#### Work request
Each record below should be written out again exactly as given.

#### Extracted material
───
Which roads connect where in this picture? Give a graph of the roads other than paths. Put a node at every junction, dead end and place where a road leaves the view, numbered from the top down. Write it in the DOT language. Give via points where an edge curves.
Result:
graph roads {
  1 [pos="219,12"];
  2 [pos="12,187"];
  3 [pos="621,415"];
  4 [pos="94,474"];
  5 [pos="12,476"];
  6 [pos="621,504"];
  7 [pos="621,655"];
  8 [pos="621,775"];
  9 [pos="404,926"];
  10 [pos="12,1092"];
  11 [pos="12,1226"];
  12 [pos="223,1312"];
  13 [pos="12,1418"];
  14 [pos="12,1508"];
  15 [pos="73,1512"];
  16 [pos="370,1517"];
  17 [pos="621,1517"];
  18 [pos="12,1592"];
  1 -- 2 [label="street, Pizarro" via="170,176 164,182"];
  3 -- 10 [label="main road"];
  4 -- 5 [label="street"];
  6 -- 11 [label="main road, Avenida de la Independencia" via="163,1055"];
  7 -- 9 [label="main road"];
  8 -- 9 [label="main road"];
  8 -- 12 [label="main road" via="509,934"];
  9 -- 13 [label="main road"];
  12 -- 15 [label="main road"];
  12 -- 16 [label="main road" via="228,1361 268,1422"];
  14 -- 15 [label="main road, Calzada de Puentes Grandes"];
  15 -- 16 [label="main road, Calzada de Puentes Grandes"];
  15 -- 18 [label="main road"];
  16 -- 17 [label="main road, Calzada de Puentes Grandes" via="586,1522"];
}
───
#### Exercise answer
Which roads connect where in this picture? Give a graph of the roads other than paths. Put a node at every junction, dead end and place where a road leaves the view, numbered from the top down. Write it in the DOT language. Give via points where an edge curves.
Result:
graph roads {
  1 [pos="219,12"];
  2 [pos="12,187"];
  3 [pos="621,415"];
  4 [pos="94,474"];
  5 [pos="12,476"];
  6 [pos="621,504"];
  7 [pos="621,655"];
  8 [pos="621,775"];
  9 [pos="404,926"];
  10 [pos="12,1092"];
  11 [pos="12,1226"];
  12 [pos="223,1312"];
  13 [pos="12,1418"];
  14 [pos="12,1508"];
  15 [pos="73,1512"];
  16 [pos="370,1517"];
  17 [pos="621,1517"];
  18 [pos="12,1592"];
  1 -- 2 [label="street, Pizarro" via="170,176 164,182"];
  3 -- 10 [label="main road"];
  4 -- 5 [label="street"];
  6 -- 11 [label="main road, Avenida de la Independencia" via="163,1055"];
  7 -- 9 [label="main road"];
  8 -- 9 [label="main road"];
  8 -- 12 [label="main road" via="509,934"];
  9 -- 13 [label="main road"];
  12 -- 15 [label="main road"];
  12 -- 16 [label="main road" via="228,1361 268,1422"];
  14 -- 15 [label="main road, Calzada de Puentes Grandes"];
  15 -- 16 [label="main road, Calzada de Puentes Grandes"];
  15 -- 18 [label="main road"];
  16 -- 17 [label="main road, Calzada de Puentes Grandes" via="586,1522"];
}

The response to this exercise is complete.